Thread overview
regex on binary data
Dec 31, 2014
Darrell
Dec 31, 2014
Tobias Pankrath
Dec 31, 2014
ketmar
December 31, 2014
So far attempts to run regex on binary data causes
"Invalid UTF-8 sequence".

Attempts to pass ubyte also didn't work out.

December 31, 2014
On Wednesday, 31 December 2014 at 15:36:19 UTC, Darrell wrote:
> So far attempts to run regex on binary data causes
> "Invalid UTF-8 sequence".
>
> Attempts to pass ubyte also didn't work out.


I doubt using anything except (d,w)string is supported or possible.
December 31, 2014
On Wed, 31 Dec 2014 15:36:16 +0000
Darrell via Digitalmars-d-learn <digitalmars-d-learn@puremagic.com>
wrote:

> So far attempts to run regex on binary data causes
> "Invalid UTF-8 sequence".
> 
> Attempts to pass ubyte also didn't work out.

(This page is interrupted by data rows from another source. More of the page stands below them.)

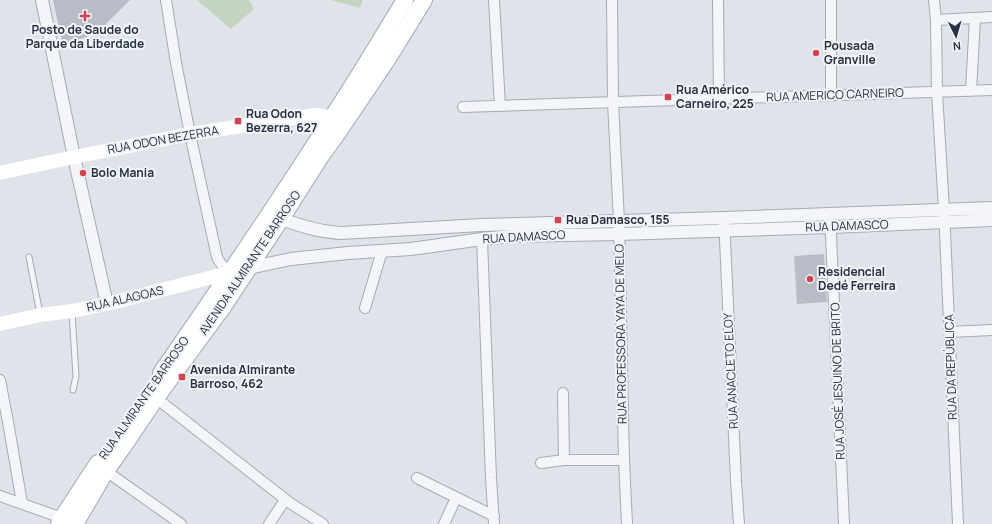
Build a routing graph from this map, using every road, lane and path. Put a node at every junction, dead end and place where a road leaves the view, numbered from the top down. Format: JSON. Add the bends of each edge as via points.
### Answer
{"nodes":[{"id":1,"x":42,"y":0,"type":"edge"},
{"id":2,"x":166,"y":0,"type":"edge"},
{"id":3,"x":405,"y":0,"type":"edge"},
{"id":4,"x":424,"y":0,"type":"edge"},
{"id":5,"x":494,"y":0,"type":"edge"},
{"id":6,"x":612,"y":0,"type":"edge"},
{"id":7,"x":718,"y":0,"type":"edge"},
{"id":8,"x":831,"y":0,"type":"edge"},
{"id":9,"x":934,"y":0,"type":"edge"},
{"id":10,"x":992,"y":17,"type":"edge"},
{"id":11,"x":974,"y":18,"type":"junction"},
{"id":12,"x":936,"y":20,"type":"junction"},
{"id":13,"x":992,"y":90,"type":"edge"},
{"id":14,"x":971,"y":91,"type":"junction"},
{"id":15,"x":937,"y":92,"type":"junction"},
{"id":16,"x":831,"y":95,"type":"junction"},
{"id":17,"x":719,"y":99,"type":"junction"},
{"id":18,"x":613,"y":102,"type":"junction"},
{"id":19,"x":500,"y":106,"type":"junction"},
{"id":20,"x":463,"y":107,"type":"dead end"},
{"id":21,"x":333,"y":117,"type":"junction"},
{"id":22,"x":190,"y":134,"type":"junction"},
{"id":23,"x":337,"y":134,"type":"junction"},
{"id":24,"x":74,"y":157,"type":"junction"},
{"id":25,"x":0,"y":173,"type":"edge"},
{"id":26,"x":992,"y":208,"type":"edge"},
{"id":27,"x":830,"y":214,"type":"junction"},
{"id":28,"x":945,"y":216,"type":"junction"},
{"id":29,"x":724,"y":218,"type":"junction"},
{"id":30,"x":281,"y":219,"type":"junction"},
{"id":31,"x":992,"y":220,"type":"edge"},
{"id":32,"x":619,"y":221,"type":"junction"},
{"id":33,"x":831,"y":227,"type":"junction"},
{"id":34,"x":724,"y":230,"type":"junction"},
{"id":35,"x":619,"y":234,"type":"junction"},
{"id":36,"x":482,"y":239,"type":"junction"},
{"id":37,"x":382,"y":251,"type":"junction"},
{"id":38,"x":29,"y":257,"type":"dead end"},
{"id":39,"x":249,"y":268,"type":"junction"},
{"id":40,"x":231,"y":273,"type":"junction"},
{"id":41,"x":107,"y":304,"type":"junction"},
{"id":42,"x":365,"y":308,"type":"dead end"},
{"id":43,"x":72,"y":311,"type":"junction"},
{"id":44,"x":40,"y":315,"type":"junction"},
{"id":45,"x":0,"y":324,"type":"edge"},
{"id":46,"x":992,"y":330,"type":"edge"},
{"id":47,"x":950,"y":332,"type":"junction"},
{"id":48,"x":0,"y":380,"type":"edge"},
{"id":49,"x":73,"y":390,"type":"dead end"},
{"id":50,"x":563,"y":393,"type":"dead end"},
{"id":51,"x":156,"y":398,"type":"junction"},
{"id":52,"x":564,"y":460,"type":"junction"},
{"id":53,"x":624,"y":460,"type":"junction"},
{"id":54,"x":541,"y":463,"type":"dead end"},
{"id":55,"x":106,"y":471,"type":"junction"},
{"id":56,"x":416,"y":478,"type":"dead end"},
{"id":57,"x":0,"y":496,"type":"edge"},
{"id":58,"x":456,"y":498,"type":"junction"},
{"id":59,"x":286,"y":500,"type":"junction"},
{"id":60,"x":22,"y":503,"type":"junction"},
{"id":61,"x":494,"y":520,"type":"edge"},
{"id":62,"x":65,"y":522,"type":"edge"},
{"id":63,"x":182,"y":524,"type":"edge"},
{"id":64,"x":269,"y":524,"type":"edge"},
{"id":65,"x":323,"y":524,"type":"edge"},
{"id":66,"x":444,"y":524,"type":"edge"},
{"id":67,"x":628,"y":524,"type":"edge"},
{"id":68,"x":739,"y":524,"type":"edge"},
{"id":69,"x":844,"y":524,"type":"edge"},
{"id":70,"x":958,"y":524,"type":"edge"}],
"edges":[{"from":1,"to":24,"type":"street"},
{"from":2,"to":22,"type":"street"},
{"from":3,"to":21,"type":"main road"},
{"from":4,"to":23,"type":"main road","name":"AVENIDA ALMIRANTE BARROSO"},
{"from":5,"to":19,"type":"street"},
{"from":6,"to":18,"type":"street","name":"RUA PROFESSORA YAYA DE MELO"},
{"from":7,"to":17,"type":"street"},
{"from":8,"to":16,"type":"street"},
{"from":9,"to":12,"type":"street","name":"RUA DA REPÚBLICA"},
{"from":10,"to":11,"type":"street"},
{"from":11,"to":12,"type":"street"},
{"from":11,"to":14,"type":"street"},
{"from":12,"to":15,"type":"street","name":"RUA DA REPÚBLICA"},
{"from":13,"to":14,"type":"street","name":"RUA AMERICO CARNEIRO"},
{"from":14,"to":15,"type":"street","name":"RUA AMERICO CARNEIRO"},
{"from":15,"to":16,"type":"street","name":"RUA AMERICO CARNEIRO"},
{"from":15,"to":28,"type":"street","name":"RUA DA REPÚBLICA"},
{"from":16,"to":17,"type":"street","name":"RUA AMERICO CARNEIRO"},
{"from":17,"to":18,"type":"street","name":"RUA AMERICO CARNEIRO"},
{"from":18,"to":19,"type":"street","name":"RUA AMERICO CARNEIRO"},
{"from":18,"to":32,"type":"street","name":"RUA PROFESSORA YAYA DE MELO"},
{"from":19,"to":20,"type":"street","name":"RUA AMERICO CARNEIRO"},
{"from":21,"to":22,"type":"main road","name":"RUA ODON BEZERRA","via":[[316,115]]},
{"from":21,"to":23,"type":"main road"},
{"from":21,"to":40,"type":"main road","name":"RUA ALMIRANTE BARROSO"},
{"from":22,"to":24,"type":"main road","name":"RUA ODON BEZERRA"},
{"from":22,"to":40,"type":"street","via":[[217,257]]},
{"from":23,"to":30,"type":"main road","name":"AVENIDA ALMIRANTE BARROSO"},
{"from":24,"to":25,"type":"main road","name":"RUA ODON BEZERRA"},
{"from":24,"to":41,"type":"street"},
{"from":26,"to":28,"type":"street","name":"RUA DAMASCO"},
{"from":27,"to":28,"type":"street","name":"RUA DAMASCO"},
{"from":27,"to":29,"type":"street","name":"RUA DAMASCO"},
{"from":27,"to":33,"type":"street","name":"RUA JOSÉ JESUINO DE BRITO"},
{"from":28,"to":31,"type":"street","name":"RUA DAMASCO"},
{"from":28,"to":33,"type":"street","name":"RUA DAMASCO"},
{"from":28,"to":47,"type":"street","name":"RUA DA REPÚBLICA"},
{"from":29,"to":32,"type":"street","name":"RUA DAMASCO"},
{"from":29,"to":34,"type":"street","name":"RUA ANACLETO ELOY"},
{"from":30,"to":32,"type":"street","name":"RUA DAMASCO","via":[[326,232],[341,233]]},
{"from":30,"to":39,"type":"main road","name":"AVENIDA ALMIRANTE BARROSO"},
{"from":32,"to":35,"type":"street","name":"RUA PROFESSORA YAYA DE MELO"},
{"from":33,"to":34,"type":"street","name":"RUA DAMASCO"},
{"from":33,"to":69,"type":"street","name":"RUA JOSÉ JESUINO DE BRITO"},
{"from":34,"to":35,"type":"street","name":"RUA DAMASCO"},
{"from":34,"to":68,"type":"street","name":"RUA ANACLETO ELOY"},
{"from":35,"to":36,"type":"street","name":"RUA DAMASCO"},
{"from":35,"to":53,"type":"street","name":"RUA PROFESSORA YAYA DE MELO"},
{"from":36,"to":37,"type":"street","name":"RUA DAMASCO"},
{"from":36,"to":61,"type":"street"},
{"from":37,"to":39,"type":"street","name":"RUA DAMASCO","via":[[291,259]]},
{"from":37,"to":42,"type":"street"},
{"from":38,"to":44,"type":"lane"},
{"from":39,"to":40,"type":"main road","name":"RUA ALAGOAS"},
{"from":39,"to":51,"type":"main road","name":"AVENIDA ALMIRANTE BARROSO"},
{"from":40,"to":41,"type":"main road","name":"RUA ALAGOAS"},
{"from":40,"to":62,"type":"main road","name":"RUA ALMIRANTE BARROSO","via":[[95,468]]},
{"from":41,"to":43,"type":"main road","name":"RUA ALAGOAS"},
{"from":43,"to":44,"type":"main road","name":"RUA ALAGOAS"},
{"from":43,"to":49,"type":"lane","via":[[76,376]]},
{"from":44,"to":45,"type":"main road","name":"RUA ALAGOAS"},
{"from":46,"to":47,"type":"street"},
{"from":47,"to":70,"type":"street","name":"RUA DA REPÚBLICA"},
{"from":48,"to":60,"type":"street"},
{"from":50,"to":52,"type":"street"},
{"from":51,"to":55,"type":"main road","name":"AVENIDA ALMIRANTE BARROSO"},
{"from":51,"to":59,"type":"street"},
{"from":52,"to":53,"type":"street"},
{"from":52,"to":54,"type":"street"},
{"from":53,"to":67,"type":"street","name":"RUA PROFESSORA YAYA DE MELO"},
{"from":55,"to":62,"type":"main road","name":"AVENIDA ALMIRANTE BARROSO"},
{"from":55,"to":63,"type":"street"},
{"from":56,"to":58,"type":"street"},
{"from":57,"to":60,"type":"street"},
{"from":58,"to":61,"type":"street"},
{"from":58,"to":66,"type":"street"},
{"from":59,"to":64,"type":"street"},
{"from":59,"to":65,"type":"street"},
{"from":60,"to":62,"type":"street"}]}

current regex engine assumes that you are using UTF-8 encoded text. i really want regex engine to support user-supplied input ranges instead, so decoding can be done by range (and regex engine can work on anything, not only on strings), but i'm not ready for that challenge yet. maybe i'll try to do something with it in 2015. ;-)